Menurut Febri, penyidikan terhadap Fayakhun diharapkan menjadi pintu masuk mendalami dugaan kasus suap pengadaan barang di Bakamlah yang melibatkan pihak-pihak lainnya. Selain diduga menerima suap berupa hadiah atau janji terkait jabatannya berupa fee atas jasanya memuluskan anggaran pengadaan barang di Bakamla, Fayakhun juga berpotensi dijerat dengan pasal tindak pidana pencucian uang.
Pada sidang terdakwa Kepala Biro Perencanaan dan Organisasi Bakamla atau pejabat pembuat komitmen proyek pengadaan barang Bakamla, Nofel Hasan, pada 24 Januari lalu, jaksa menunjukkan bukti uang senilai 900.000 dollar AS yang diterima Fayakhun di rekeningnya di luar negeri. Di antaranya, 100.000 dollar AS dan 200.000 dollar AS lewat Zhejiang Hangzhou Yuhang Rural Commercial Bank Company Limited.

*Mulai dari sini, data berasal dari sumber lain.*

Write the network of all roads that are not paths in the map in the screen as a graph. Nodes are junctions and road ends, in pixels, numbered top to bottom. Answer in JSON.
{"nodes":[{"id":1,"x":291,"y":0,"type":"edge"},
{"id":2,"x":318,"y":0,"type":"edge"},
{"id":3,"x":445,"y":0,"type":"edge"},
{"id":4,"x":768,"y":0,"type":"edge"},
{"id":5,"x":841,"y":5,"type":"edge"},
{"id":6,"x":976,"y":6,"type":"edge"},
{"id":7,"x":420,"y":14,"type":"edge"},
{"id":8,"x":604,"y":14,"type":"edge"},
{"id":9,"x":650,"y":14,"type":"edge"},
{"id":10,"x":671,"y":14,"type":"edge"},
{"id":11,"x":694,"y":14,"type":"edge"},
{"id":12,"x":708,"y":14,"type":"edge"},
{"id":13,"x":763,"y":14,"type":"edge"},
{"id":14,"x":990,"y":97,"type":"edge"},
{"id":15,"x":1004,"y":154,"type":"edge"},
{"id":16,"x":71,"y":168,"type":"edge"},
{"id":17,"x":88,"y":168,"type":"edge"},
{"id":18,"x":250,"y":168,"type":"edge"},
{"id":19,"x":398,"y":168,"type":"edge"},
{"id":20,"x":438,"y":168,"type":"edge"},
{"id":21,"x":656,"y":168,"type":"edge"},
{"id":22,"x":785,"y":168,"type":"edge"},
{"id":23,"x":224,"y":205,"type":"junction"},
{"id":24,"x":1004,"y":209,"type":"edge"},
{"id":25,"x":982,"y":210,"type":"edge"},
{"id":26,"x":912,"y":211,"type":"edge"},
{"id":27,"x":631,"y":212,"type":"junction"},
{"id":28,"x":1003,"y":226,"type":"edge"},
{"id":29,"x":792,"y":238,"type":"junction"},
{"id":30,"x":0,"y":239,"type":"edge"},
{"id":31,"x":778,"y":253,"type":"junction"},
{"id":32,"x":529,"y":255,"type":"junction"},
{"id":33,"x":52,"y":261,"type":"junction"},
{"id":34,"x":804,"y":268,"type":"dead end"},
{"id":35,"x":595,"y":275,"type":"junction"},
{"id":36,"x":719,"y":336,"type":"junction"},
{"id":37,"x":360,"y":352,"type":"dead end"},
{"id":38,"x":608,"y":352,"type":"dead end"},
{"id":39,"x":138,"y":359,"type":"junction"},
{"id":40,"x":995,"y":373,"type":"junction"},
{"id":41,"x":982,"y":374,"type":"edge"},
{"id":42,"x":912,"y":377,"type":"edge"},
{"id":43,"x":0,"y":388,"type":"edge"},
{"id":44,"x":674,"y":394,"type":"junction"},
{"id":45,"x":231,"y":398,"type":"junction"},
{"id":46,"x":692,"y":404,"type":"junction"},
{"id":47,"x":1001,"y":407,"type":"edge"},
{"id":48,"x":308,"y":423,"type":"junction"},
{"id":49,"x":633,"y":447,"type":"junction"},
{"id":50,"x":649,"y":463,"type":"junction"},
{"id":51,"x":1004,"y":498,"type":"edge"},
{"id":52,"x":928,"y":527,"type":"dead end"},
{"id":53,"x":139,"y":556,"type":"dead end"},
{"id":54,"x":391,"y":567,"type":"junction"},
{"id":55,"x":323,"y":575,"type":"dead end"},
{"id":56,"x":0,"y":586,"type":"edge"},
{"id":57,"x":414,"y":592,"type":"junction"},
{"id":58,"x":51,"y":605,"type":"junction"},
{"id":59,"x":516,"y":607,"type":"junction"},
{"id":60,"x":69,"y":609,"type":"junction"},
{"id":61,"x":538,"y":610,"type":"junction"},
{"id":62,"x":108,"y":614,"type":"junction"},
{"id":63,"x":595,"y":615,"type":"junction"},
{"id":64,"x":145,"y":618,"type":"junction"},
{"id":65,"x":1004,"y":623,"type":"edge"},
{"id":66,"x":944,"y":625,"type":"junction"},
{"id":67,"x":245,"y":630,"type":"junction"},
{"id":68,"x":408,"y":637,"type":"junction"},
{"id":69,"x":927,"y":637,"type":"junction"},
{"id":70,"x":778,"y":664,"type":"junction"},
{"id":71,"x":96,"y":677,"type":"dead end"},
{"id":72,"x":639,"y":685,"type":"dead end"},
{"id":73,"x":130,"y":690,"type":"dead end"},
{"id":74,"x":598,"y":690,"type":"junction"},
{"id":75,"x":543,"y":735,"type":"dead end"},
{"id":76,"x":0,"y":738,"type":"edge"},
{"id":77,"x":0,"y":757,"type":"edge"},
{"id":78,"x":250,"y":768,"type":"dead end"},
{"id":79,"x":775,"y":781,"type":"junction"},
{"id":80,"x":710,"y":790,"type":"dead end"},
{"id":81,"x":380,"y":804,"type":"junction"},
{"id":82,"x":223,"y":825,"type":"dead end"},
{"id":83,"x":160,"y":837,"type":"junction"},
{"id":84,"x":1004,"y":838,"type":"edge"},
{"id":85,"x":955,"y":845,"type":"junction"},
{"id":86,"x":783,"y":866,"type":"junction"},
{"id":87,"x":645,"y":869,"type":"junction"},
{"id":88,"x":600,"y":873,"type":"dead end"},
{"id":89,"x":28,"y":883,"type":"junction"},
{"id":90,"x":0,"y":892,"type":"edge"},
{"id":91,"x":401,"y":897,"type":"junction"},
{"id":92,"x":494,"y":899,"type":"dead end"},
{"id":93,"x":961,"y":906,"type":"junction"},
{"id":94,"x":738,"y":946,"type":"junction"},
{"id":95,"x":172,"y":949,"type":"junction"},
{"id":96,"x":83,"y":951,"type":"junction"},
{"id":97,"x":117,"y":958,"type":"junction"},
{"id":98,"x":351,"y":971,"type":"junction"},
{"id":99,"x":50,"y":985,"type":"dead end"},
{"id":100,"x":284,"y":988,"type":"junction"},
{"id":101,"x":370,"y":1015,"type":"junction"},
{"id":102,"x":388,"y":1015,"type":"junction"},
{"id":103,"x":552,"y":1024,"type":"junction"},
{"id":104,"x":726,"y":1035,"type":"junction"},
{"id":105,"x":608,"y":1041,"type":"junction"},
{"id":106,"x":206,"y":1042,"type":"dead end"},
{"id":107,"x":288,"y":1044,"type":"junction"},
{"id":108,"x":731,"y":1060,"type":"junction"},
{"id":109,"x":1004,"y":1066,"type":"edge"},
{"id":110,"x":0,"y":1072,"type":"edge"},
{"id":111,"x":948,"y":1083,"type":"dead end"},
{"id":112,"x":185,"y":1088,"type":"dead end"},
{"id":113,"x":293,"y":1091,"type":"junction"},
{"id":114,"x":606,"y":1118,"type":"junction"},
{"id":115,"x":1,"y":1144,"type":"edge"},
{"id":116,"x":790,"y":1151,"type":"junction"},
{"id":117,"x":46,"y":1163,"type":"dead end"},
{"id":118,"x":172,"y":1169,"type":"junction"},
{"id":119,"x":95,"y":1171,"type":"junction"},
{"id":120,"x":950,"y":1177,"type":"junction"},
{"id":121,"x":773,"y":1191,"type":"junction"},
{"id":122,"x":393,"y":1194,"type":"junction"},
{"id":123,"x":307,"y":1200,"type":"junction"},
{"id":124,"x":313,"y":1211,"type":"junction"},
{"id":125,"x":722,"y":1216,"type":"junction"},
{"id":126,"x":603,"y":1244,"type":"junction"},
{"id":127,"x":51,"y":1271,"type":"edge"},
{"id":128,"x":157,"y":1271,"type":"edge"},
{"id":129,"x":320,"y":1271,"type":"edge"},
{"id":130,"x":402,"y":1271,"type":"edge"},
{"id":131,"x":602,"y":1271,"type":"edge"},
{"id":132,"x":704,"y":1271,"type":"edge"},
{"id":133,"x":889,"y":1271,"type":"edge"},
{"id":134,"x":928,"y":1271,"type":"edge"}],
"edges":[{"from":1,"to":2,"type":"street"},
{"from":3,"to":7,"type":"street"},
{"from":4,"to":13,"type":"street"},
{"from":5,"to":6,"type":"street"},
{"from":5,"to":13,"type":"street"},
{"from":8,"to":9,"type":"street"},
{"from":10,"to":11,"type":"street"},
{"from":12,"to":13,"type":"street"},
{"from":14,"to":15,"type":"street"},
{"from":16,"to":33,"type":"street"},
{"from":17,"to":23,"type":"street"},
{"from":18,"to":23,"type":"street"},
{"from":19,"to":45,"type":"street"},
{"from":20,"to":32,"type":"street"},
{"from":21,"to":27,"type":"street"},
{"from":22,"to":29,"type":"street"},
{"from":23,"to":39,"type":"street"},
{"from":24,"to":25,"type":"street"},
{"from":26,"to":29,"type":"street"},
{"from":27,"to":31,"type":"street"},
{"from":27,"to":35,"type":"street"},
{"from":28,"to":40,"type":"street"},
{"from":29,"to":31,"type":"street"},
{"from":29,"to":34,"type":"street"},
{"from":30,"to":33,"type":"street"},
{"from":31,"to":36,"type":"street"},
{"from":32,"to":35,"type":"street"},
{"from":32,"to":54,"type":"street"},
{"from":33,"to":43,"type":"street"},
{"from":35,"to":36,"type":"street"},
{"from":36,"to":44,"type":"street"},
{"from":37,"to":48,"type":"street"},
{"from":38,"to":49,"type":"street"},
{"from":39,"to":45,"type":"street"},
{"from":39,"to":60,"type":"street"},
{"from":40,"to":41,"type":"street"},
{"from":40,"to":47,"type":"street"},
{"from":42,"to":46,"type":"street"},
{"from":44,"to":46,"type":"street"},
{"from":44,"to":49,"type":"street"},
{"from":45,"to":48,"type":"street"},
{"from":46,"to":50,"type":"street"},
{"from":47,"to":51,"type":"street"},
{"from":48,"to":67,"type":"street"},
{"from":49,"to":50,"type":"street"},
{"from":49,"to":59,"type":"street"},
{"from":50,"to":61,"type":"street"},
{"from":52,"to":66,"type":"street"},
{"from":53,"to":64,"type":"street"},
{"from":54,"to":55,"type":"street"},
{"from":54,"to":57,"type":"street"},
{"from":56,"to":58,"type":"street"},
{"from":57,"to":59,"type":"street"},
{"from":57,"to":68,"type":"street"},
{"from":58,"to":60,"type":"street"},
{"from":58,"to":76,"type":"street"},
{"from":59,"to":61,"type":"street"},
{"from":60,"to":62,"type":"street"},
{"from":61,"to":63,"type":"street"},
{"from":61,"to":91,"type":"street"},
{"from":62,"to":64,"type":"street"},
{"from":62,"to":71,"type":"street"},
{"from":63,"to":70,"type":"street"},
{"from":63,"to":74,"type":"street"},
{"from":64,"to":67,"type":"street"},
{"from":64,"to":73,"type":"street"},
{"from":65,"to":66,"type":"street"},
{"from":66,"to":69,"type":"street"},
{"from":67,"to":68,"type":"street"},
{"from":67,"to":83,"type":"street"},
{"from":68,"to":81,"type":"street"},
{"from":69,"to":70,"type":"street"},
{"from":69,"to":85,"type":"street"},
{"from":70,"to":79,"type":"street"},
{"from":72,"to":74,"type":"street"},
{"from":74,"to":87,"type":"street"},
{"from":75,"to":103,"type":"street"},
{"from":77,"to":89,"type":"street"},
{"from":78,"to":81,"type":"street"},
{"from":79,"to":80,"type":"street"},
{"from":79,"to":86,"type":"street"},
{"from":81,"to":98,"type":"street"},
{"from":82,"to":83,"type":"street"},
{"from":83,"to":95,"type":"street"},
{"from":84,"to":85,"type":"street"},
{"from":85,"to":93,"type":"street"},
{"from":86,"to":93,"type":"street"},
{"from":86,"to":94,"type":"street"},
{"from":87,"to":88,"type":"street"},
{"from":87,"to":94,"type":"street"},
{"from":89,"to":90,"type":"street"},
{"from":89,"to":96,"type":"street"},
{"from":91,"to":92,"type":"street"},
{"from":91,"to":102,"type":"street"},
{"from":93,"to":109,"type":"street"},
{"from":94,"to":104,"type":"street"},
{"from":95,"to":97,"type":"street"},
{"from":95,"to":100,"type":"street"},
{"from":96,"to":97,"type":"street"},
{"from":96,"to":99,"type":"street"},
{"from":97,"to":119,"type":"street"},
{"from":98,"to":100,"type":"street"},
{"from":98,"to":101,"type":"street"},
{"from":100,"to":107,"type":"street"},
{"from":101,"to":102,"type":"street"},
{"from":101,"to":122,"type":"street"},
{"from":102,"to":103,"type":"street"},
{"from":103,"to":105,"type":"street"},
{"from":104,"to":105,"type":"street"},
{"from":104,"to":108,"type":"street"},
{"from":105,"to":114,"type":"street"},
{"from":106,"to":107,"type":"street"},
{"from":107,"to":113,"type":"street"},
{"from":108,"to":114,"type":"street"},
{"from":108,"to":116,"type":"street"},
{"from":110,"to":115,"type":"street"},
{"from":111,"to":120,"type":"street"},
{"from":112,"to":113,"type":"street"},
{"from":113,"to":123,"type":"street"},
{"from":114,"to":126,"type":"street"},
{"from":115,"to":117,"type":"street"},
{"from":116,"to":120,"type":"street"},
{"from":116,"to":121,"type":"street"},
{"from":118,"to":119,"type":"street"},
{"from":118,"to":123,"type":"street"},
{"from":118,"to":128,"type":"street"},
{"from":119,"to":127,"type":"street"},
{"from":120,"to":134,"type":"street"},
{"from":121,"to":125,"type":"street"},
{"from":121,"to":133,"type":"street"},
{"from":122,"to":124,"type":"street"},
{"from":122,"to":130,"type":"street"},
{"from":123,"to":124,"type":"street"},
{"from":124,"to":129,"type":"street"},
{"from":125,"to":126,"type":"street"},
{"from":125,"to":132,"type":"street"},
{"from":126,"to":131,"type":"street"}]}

Juga 100.000 dollar AS ke JP Morgan Chase Bank New York dan 500.000 dollar AS lewat JP Morgan International Bank Limited Brussels.
Sejak operasi tangkap tangan KPK pada 14 Desember 2016, hingga kini, lima orang telah diadili dan dijatuhi vonis. Selain Direktur PT Merial Esa Fahmi Darmawansyah; kuasa pengguna anggaran proyek pengadaan satelit monitoring dan drone Bakamla Eko Susilo Hadi; juga dua anggota staf Fahmi, yaitu M Adami Okta dan Hardy Stefanus. Adapun di Pengadilan Militer Tinggi II Jakarta, Laksamana Pertama Bambang Udoyo selaku pejabat pembuat komitmen proyek itu juga telah divonis. (IAN)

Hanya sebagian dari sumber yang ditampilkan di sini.